Describe the shape of the graph of the cubic function by determining the end behavior and number of turning points.
y=4x^3-3
The given cubic function is y = 4x^3 - 3.
End behavior:
The leading term in the function is 4x^3, which means that as x approaches positive infinity, the function also approaches positive infinity. And as x approaches negative infinity, the function approaches negative infinity. This indicates that the graph of the cubic function will have opposite end behavior on either side of the y-axis.
Number of turning points:
Since the degree of the polynomial is 3, we expect there to be 3 turning points on the graph of the cubic function.
To describe the shape of the graph of the cubic function y = 4x^3 - 3, we can determine its end behavior and the number of turning points.
1. End Behavior:
The end behavior refers to the direction in which the graph of the function approaches as x approaches positive infinity (∞) and negative infinity (-∞).

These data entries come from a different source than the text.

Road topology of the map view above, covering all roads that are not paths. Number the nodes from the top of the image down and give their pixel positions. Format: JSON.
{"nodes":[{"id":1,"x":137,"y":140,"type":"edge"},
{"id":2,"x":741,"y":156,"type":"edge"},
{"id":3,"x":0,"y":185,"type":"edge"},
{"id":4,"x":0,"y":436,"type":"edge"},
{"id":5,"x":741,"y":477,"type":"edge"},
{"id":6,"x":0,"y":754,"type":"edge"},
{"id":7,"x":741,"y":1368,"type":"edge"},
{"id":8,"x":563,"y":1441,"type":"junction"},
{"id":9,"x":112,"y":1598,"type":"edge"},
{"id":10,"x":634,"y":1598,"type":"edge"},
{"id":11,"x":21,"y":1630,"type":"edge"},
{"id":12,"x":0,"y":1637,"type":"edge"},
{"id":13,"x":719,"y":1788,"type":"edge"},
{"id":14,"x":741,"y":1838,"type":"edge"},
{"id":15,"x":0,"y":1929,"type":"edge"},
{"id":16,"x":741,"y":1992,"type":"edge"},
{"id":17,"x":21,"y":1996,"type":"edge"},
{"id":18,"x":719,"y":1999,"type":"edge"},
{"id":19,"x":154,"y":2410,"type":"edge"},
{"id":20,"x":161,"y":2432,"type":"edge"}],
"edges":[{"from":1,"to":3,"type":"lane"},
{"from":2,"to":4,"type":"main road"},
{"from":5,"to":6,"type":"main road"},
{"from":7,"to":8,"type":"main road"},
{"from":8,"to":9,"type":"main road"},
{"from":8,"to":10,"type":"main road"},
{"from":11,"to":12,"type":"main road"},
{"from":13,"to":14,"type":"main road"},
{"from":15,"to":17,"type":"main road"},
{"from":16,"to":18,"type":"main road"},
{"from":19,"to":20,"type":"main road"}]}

- Since the leading term of the function is positive (4x^3), as x approaches -∞, the graph will be going down towards negative infinity.
- Similarly, as x approaches +∞, the graph will be going up towards positive infinity.

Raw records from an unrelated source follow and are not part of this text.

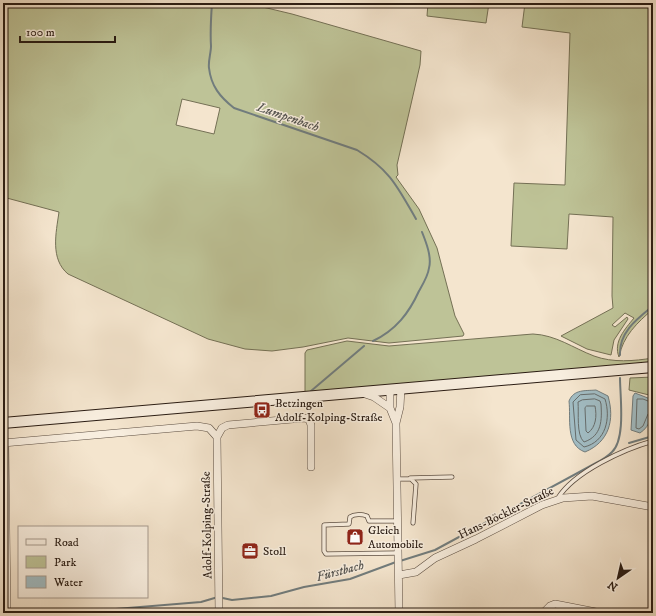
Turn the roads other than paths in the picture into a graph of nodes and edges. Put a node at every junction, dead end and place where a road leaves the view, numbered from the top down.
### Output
1 (653, 367) edge
2 (401, 388) junction
3 (390, 389) junction
4 (361, 393) junction
5 (390, 408) junction
6 (3, 423) edge
7 (396, 423) junction
8 (217, 437) junction
9 (653, 441) edge
10 (4, 442) edge
11 (311, 467) dead end
12 (452, 477) dead end
13 (409, 478) junction
14 (397, 479) junction
15 (557, 499) junction
16 (653, 507) edge
17 (398, 522) junction
18 (413, 524) dead end
19 (398, 553) junction
20 (399, 572) junction
21 (7, 613) edge
22 (220, 613) edge
23 (399, 613) edge
24 (543, 613) edge
25 (601, 613) edge

1 - 2 main road
2 - 3 main road
2 - 7 street
3 - 4 main road
3 - 5 street
4 - 5 street
4 - 6 main road
5 - 7 street
7 - 14 street
8 - 10 street
8 - 11 street
8 - 22 street, Adolf-Kolping-Straße
9 - 15 lane
10 - 21 street
12 - 13 lane
13 - 14 lane
13 - 18 lane
14 - 17 street
15 - 16 street, Hans-Böckler-Straße
15 - 20 street, Hans-Böckler-Straße
17 - 19 street
17 - 19 lane
19 - 20 street
20 - 23 street
24 - 25 street

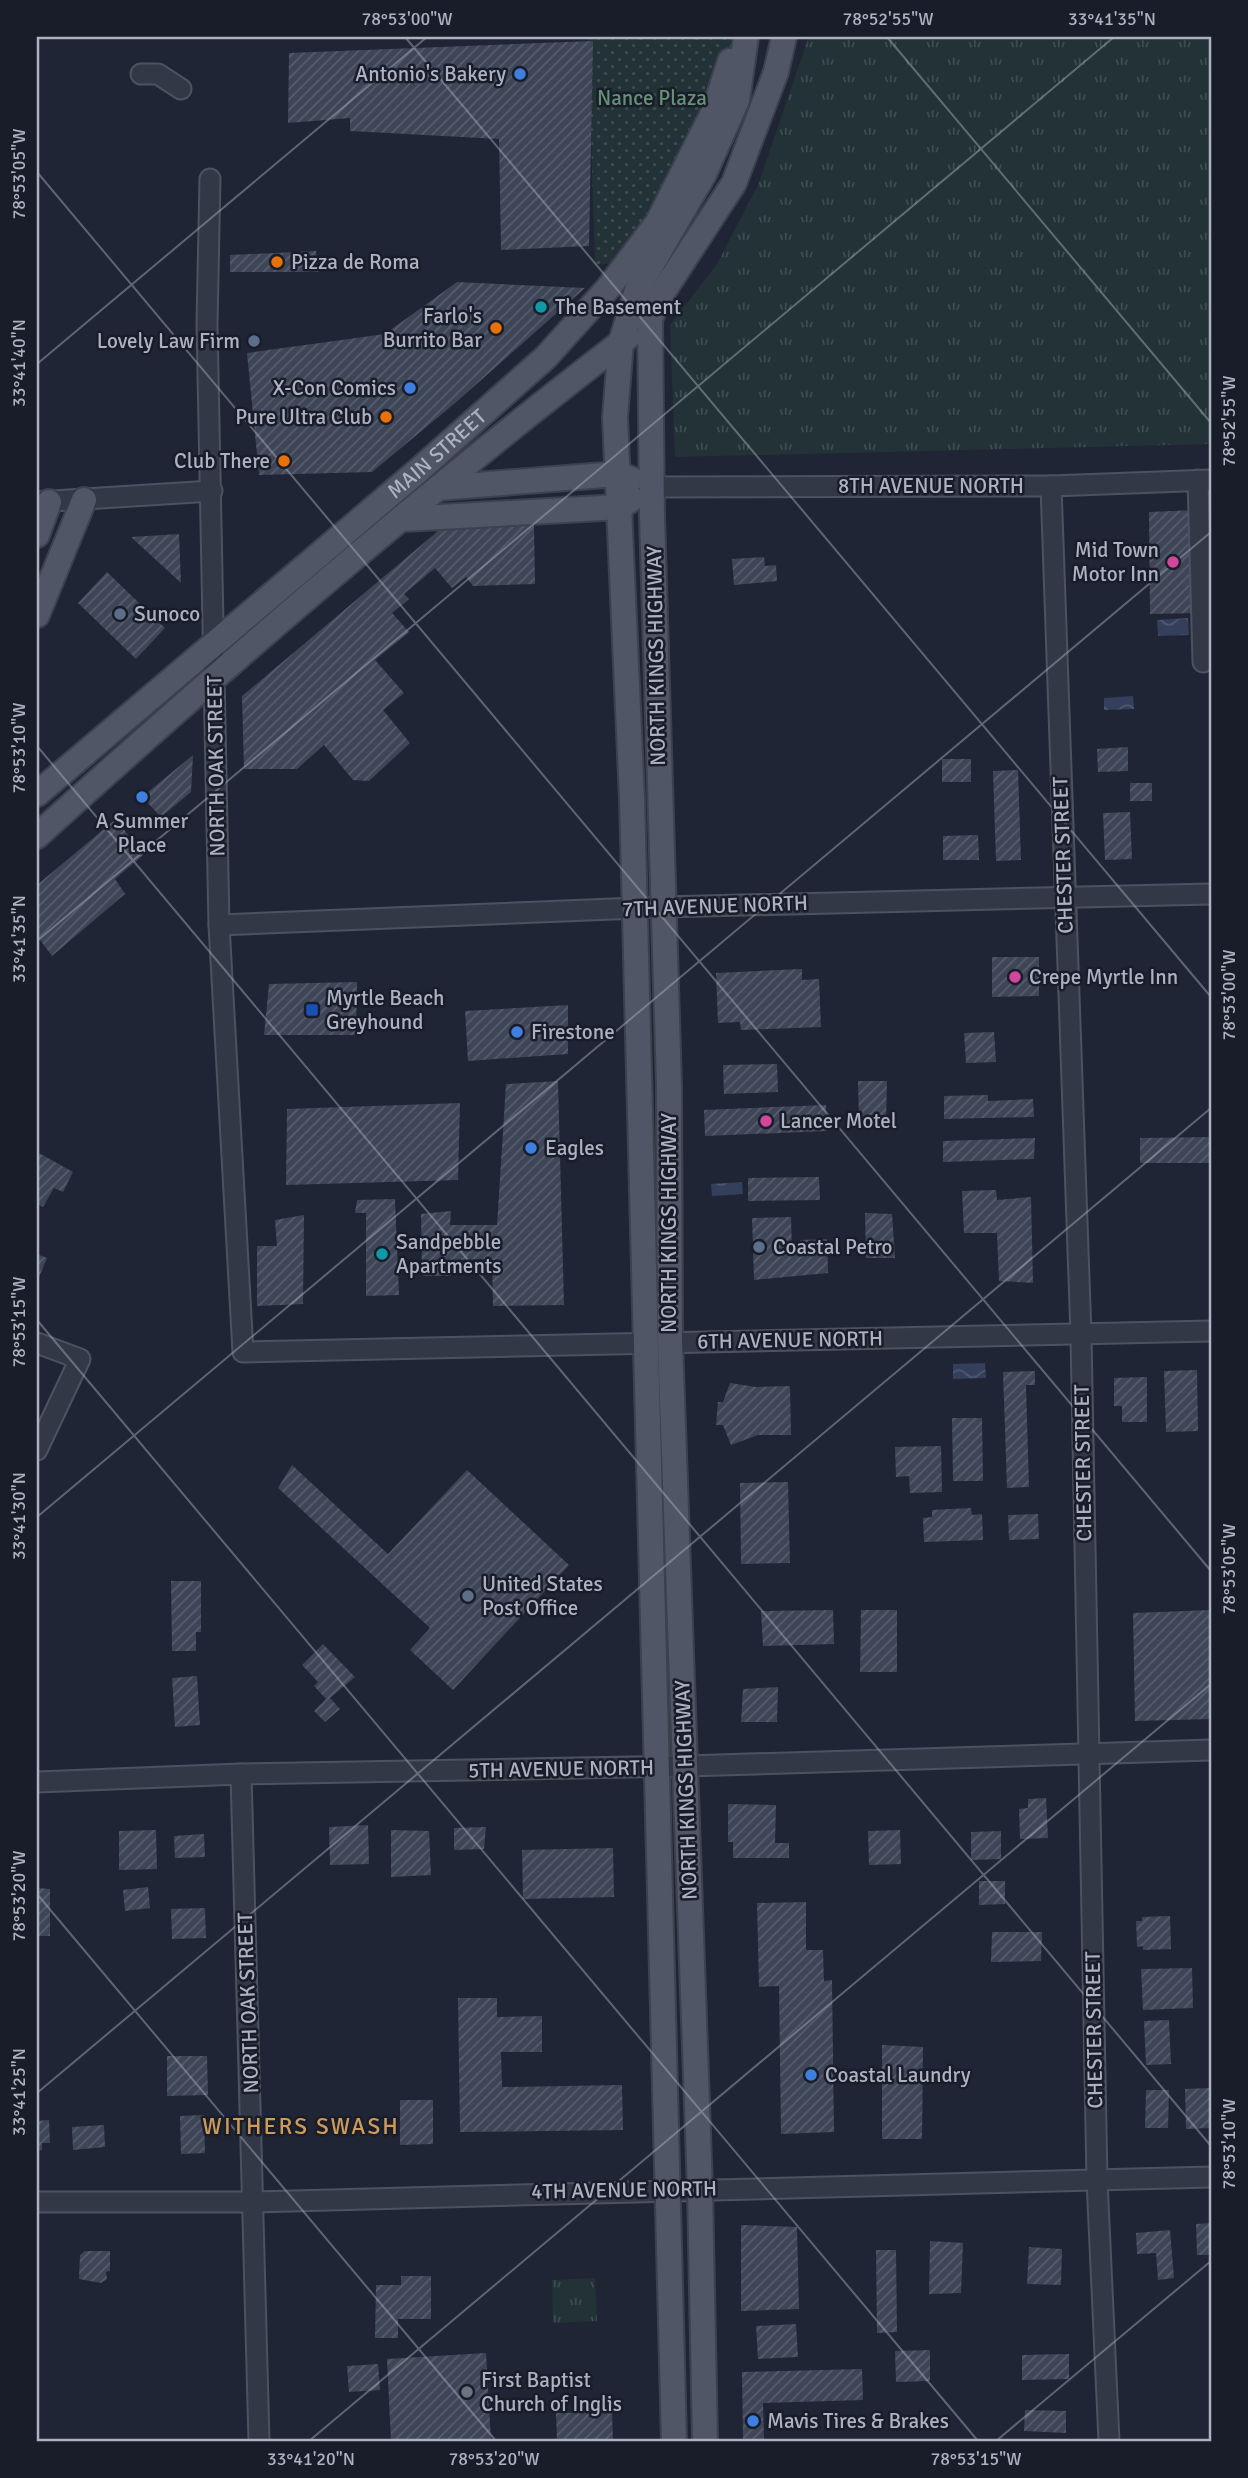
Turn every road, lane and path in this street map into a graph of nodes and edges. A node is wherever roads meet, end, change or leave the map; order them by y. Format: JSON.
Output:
{"nodes":[{"id":1,"x":738,"y":37,"type":"edge"},
{"id":2,"x":746,"y":37,"type":"edge"},
{"id":3,"x":784,"y":37,"type":"edge"},
{"id":4,"x":141,"y":74,"type":"dead end"},
{"id":5,"x":181,"y":89,"type":"dead end"},
{"id":6,"x":210,"y":179,"type":"dead end"},
{"id":7,"x":650,"y":319,"type":"junction"},
{"id":8,"x":621,"y":342,"type":"junction"},
{"id":9,"x":618,"y":474,"type":"junction"},
{"id":10,"x":1205,"y":480,"type":"edge"},
{"id":11,"x":1051,"y":486,"type":"junction"},
{"id":12,"x":651,"y":487,"type":"junction"},
{"id":13,"x":439,"y":488,"type":"junction"},
{"id":14,"x":212,"y":491,"type":"junction"},
{"id":15,"x":388,"y":496,"type":"junction"},
{"id":16,"x":84,"y":500,"type":"junction"},
{"id":17,"x":43,"y":502,"type":"edge"},
{"id":18,"x":620,"y":507,"type":"junction"},
{"id":19,"x":404,"y":519,"type":"junction"},
{"id":20,"x":37,"y":535,"type":"edge"},
{"id":21,"x":37,"y":615,"type":"edge"},
{"id":22,"x":214,"y":641,"type":"junction"},
{"id":23,"x":1203,"y":662,"type":"dead end"},
{"id":24,"x":214,"y":676,"type":"junction"},
{"id":25,"x":37,"y":794,"type":"edge"},
{"id":26,"x":37,"y":836,"type":"edge"},
{"id":27,"x":1211,"y":894,"type":"edge"},
{"id":28,"x":1065,"y":897,"type":"junction"},
{"id":29,"x":662,"y":907,"type":"junction"},
{"id":30,"x":635,"y":908,"type":"junction"},
{"id":31,"x":219,"y":925,"type":"junction"},
{"id":32,"x":1211,"y":1331,"type":"edge"},
{"id":33,"x":1080,"y":1335,"type":"junction"},
{"id":34,"x":658,"y":1342,"type":"junction"},
{"id":35,"x":37,"y":1343,"type":"edge"},
{"id":36,"x":243,"y":1352,"type":"joint"},
{"id":37,"x":37,"y":1450,"type":"edge"},
{"id":38,"x":1211,"y":1750,"type":"edge"},
{"id":39,"x":1088,"y":1753,"type":"junction"},
{"id":40,"x":686,"y":1766,"type":"junction"},
{"id":41,"x":657,"y":1767,"type":"junction"},
{"id":42,"x":241,"y":1774,"type":"junction"},
{"id":43,"x":37,"y":1782,"type":"edge"},
{"id":44,"x":1211,"y":2177,"type":"edge"},
{"id":45,"x":1097,"y":2180,"type":"junction"},
{"id":46,"x":701,"y":2189,"type":"junction"},
{"id":47,"x":667,"y":2191,"type":"junction"},
{"id":48,"x":37,"y":2202,"type":"edge"},
{"id":49,"x":254,"y":2202,"type":"junction"},
{"id":50,"x":259,"y":2441,"type":"edge"},
{"id":51,"x":674,"y":2441,"type":"edge"},
{"id":52,"x":705,"y":2441,"type":"edge"},
{"id":53,"x":1109,"y":2441,"type":"edge"}],
"edges":[{"from":1,"to":15,"type":"main road","name":"MAIN STREET"},
{"from":2,"to":8,"type":"main road","name":"NORTH KINGS HIGHWAY"},
{"from":3,"to":7,"type":"main road","name":"NORTH KINGS HIGHWAY"},
{"from":4,"to":5,"type":"street"},
{"from":6,"to":14,"type":"street","name":"NORTH OAK STREET"},
{"from":7,"to":8,"type":"main road","name":"MAIN STREET"},
{"from":7,"to":12,"type":"main road","name":"NORTH KINGS HIGHWAY"},
{"from":8,"to":9,"type":"main road","name":"NORTH KINGS HIGHWAY"},
{"from":8,"to":13,"type":"main road","name":"MAIN STREET"},
{"from":9,"to":12,"type":"main road"},
{"from":9,"to":13,"type":"main road"},
{"from":9,"to":18,"type":"main road","name":"NORTH KINGS HIGHWAY"},
{"from":10,"to":11,"type":"street","name":"8TH AVENUE NORTH"},
{"from":10,"to":23,"type":"street"},
{"from":11,"to":12,"type":"street","name":"8TH AVENUE NORTH"},
{"from":11,"to":28,"type":"street","name":"CHESTER STREET"},
{"from":12,"to":18,"type":"main road"},
{"from":12,"to":29,"type":"main road","name":"NORTH KINGS HIGHWAY"},
{"from":13,"to":15,"type":"main road"},
{"from":13,"to":19,"type":"main road","name":"MAIN STREET"},
{"from":14,"to":16,"type":"street"},
{"from":14,"to":22,"type":"street","name":"NORTH OAK STREET"},
{"from":15,"to":22,"type":"main road","name":"MAIN STREET"},
{"from":16,"to":17,"type":"street"},
{"from":16,"to":21,"type":"main road"},
{"from":17,"to":20,"type":"main road"},
{"from":18,"to":19,"type":"main road"},
{"from":18,"to":30,"type":"main road","name":"NORTH KINGS HIGHWAY"},
{"from":19,"to":24,"type":"main road","name":"MAIN STREET"},
{"from":22,"to":24,"type":"street","name":"NORTH OAK STREET"},
{"from":22,"to":25,"type":"main road","name":"MAIN STREET"},
{"from":24,"to":26,"type":"main road","name":"MAIN STREET"},
{"from":24,"to":31,"type":"street","name":"NORTH OAK STREET"},
{"from":27,"to":28,"type":"street","name":"7TH AVENUE NORTH"},
{"from":28,"to":29,"type":"street","name":"7TH AVENUE NORTH"},
{"from":28,"to":33,"type":"street","name":"CHESTER STREET"},
{"from":29,"to":30,"type":"street","name":"7TH AVENUE NORTH"},
{"from":29,"to":34,"type":"main road","name":"NORTH KINGS HIGHWAY"},
{"from":30,"to":31,"type":"street","name":"7TH AVENUE NORTH"},
{"from":30,"to":34,"type":"main road","name":"NORTH KINGS HIGHWAY"},
{"from":31,"to":36,"type":"street","name":"NORTH OAK STREET"},
{"from":32,"to":33,"type":"street","name":"6TH AVENUE NORTH"},
{"from":33,"to":34,"type":"street","name":"6TH AVENUE NORTH"},
{"from":33,"to":39,"type":"street","name":"CHESTER STREET"},
{"from":34,"to":36,"type":"street","name":"6TH AVENUE NORTH"},
{"from":34,"to":40,"type":"main road","name":"NORTH KINGS HIGHWAY"},
{"from":34,"to":41,"type":"main road","name":"NORTH KINGS HIGHWAY"},
{"from":35,"to":37,"type":"street"},
{"from":38,"to":39,"type":"street","name":"5TH AVENUE NORTH"},
{"from":39,"to":40,"type":"street","name":"5TH AVENUE NORTH"},
{"from":39,"to":45,"type":"street","name":"CHESTER STREET"},
{"from":40,"to":41,"type":"street","name":"5TH AVENUE NORTH"},
{"from":40,"to":46,"type":"main road","name":"NORTH KINGS HIGHWAY"},
{"from":41,"to":42,"type":"street","name":"5TH AVENUE NORTH"},
{"from":41,"to":47,"type":"main road","name":"NORTH KINGS HIGHWAY"},
{"from":42,"to":43,"type":"street","name":"5TH AVENUE NORTH"},
{"from":42,"to":49,"type":"street","name":"NORTH OAK STREET"},
{"from":44,"to":45,"type":"street","name":"4TH AVENUE NORTH"},
{"from":45,"to":46,"type":"street","name":"4TH AVENUE NORTH"},
{"from":45,"to":53,"type":"street","name":"CHESTER STREET"},
{"from":46,"to":47,"type":"street","name":"4TH AVENUE NORTH"},
{"from":46,"to":52,"type":"main road","name":"NORTH KINGS HIGHWAY"},
{"from":47,"to":49,"type":"street","name":"4TH AVENUE NORTH"},
{"from":47,"to":51,"type":"main road","name":"NORTH KINGS HIGHWAY"},
{"from":48,"to":49,"type":"street","name":"4TH AVENUE NORTH"},
{"from":49,"to":50,"type":"street","name":"NORTH OAK STREET"}]}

2. Number of Turning Points:
The number of turning points on a cubic function can be determined by the degree or power of the polynomial, which is 3 in this case. A cubic function can have zero, one, or two turning points.

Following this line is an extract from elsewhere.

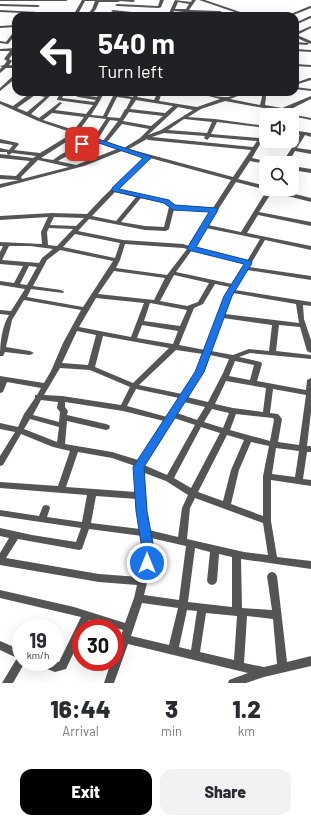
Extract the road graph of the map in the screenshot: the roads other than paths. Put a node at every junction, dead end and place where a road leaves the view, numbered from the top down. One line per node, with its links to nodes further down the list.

To find the number of turning points, we need to calculate the derivative of the function and determine the number of solutions for the equation f'(x) = 0.
Taking the derivative of y = 4x^3 - 3, we get:
f'(x) = 12x^2
Setting f'(x) = 0 and solving for x, we have:
12x^2 = 0
x^2 = 0
x = 0 (double root)
Since the derivative has one double root (x = 0), there is one turning point on the graph of the cubic function.
In summary, the graph of the cubic function y = 4x^3 - 3 will have one turning point and will go down towards negative infinity as x approaches -∞ and go up towards positive infinity as x approaches +∞.
To describe the shape of the graph of the cubic function y = 4x^3 - 3, we need to determine the end behavior and the number of turning points.
1. End Behavior:
The end behavior of a polynomial function is determined by the highest power term and its coefficient. In this case, the highest power term is 4x^3.
Since the coefficient of the highest power term is positive (4 > 0), the end behavior of the graph is as follows:
- When x approaches negative infinity, y approaches negative infinity (∞).
- When x approaches positive infinity, y approaches positive infinity (∞).
2. Turning Points:
The number of turning points in a cubic function can be determined by the degree of the function, which is 3. A cubic function can have up to two turning points.
To find the turning points, we need to find the x-coordinates where the derivative of the function equals zero. Let's find the derivative of y = 4x^3 - 3:
dy/dx = 12x^2
Now, let's solve for dy/dx = 0:
12x^2 = 0
x^2 = 0
From this equation, we can see that x = 0 is the only solution. Therefore, there is only one turning point at x = 0.
In summary:
- The end behavior of the graph is as follows: When x approaches negative infinity, y approaches negative infinity (∞), and when x approaches positive infinity, y approaches positive infinity (∞).
- The graph has one turning point at x = 0.